Institute of Human Genetics, Polish Academy of Sciences, ul. Strzeszyńska 32, 60-479 Poznan, Poland
Susceptibility to multiple sclerosis (MS) is most likely affected by a number of genes, including HLA and T-cell receptor (TCR) genes.
T cells expressing g/d receptors seem to contribute to autoagression in MS, as evidenced by their localization in the MS plaques in the brain.
The aim of this study was to analyse the TCRd chain gene rearrangement at the RNA (cDNA) level and compare to the DNA pattern rearrangement.
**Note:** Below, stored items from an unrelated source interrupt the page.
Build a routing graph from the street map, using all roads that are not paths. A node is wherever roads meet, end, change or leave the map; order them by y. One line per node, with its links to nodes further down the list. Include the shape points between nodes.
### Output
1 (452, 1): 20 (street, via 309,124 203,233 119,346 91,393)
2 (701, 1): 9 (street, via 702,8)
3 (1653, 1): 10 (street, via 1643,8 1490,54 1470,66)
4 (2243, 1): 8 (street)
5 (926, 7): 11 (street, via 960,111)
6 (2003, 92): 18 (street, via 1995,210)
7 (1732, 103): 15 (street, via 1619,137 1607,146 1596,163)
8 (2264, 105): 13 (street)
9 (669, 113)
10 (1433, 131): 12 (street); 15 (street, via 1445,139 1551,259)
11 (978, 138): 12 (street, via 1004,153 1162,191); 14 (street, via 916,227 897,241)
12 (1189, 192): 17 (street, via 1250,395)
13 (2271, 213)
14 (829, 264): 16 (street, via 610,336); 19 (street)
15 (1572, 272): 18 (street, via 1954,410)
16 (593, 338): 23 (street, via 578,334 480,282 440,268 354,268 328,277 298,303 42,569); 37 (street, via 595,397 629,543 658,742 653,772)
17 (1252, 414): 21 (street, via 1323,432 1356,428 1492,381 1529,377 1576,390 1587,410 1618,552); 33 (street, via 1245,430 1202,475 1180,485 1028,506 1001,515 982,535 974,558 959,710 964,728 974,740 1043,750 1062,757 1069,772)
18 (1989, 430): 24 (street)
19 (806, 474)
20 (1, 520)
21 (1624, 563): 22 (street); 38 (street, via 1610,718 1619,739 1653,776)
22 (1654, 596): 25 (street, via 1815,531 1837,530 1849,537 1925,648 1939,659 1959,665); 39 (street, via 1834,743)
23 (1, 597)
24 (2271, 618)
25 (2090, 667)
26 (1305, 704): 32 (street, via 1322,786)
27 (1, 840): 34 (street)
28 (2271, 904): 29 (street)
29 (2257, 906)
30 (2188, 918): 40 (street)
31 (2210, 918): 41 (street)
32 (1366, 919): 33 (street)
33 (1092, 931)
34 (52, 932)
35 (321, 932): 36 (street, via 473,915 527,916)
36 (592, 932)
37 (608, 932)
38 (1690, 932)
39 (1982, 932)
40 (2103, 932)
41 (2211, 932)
TCRd gene rearrangement was analysed in MS patients and healthy individuals with the use of primers specific for Vd1-6 and Jd1 genes (at the DNA level) and specific for Vd1-6 and Cd1 genes (at the cDNA level).
The size of PCR products was analysed on agarose gel and by ALF-Express (Pharmacia).
Additionally, the lymphocyte surface immunophenotype was studied with specific monoclonal antibodies.
At the DNA level a restricted pattern of Vd3-Jd1 and Vd5-Jd1 was found only in MS patients.
Contrary to DNA, mono-, oligoclonal RNA (cDNA) rearrangements were limited to Vd1-Cd1, Vd2-Cd1 and Vd3-Cd1 only in MS patients as well.
Surface immunophenotype analysis revealed in MS a much higher frequency of activated g/d T lymphocytes, i.e. expressing HLA-DR and CD25.
An elevated level of CD56 positive cells in MS was recorded.
Mono-oligoclonal pattern of TCRd gene rearrangement at the RNA level, along with increase in activated g/d T cells, strongly argue for a significant role of g/d T lymphocytes in the pathogenesis of MS.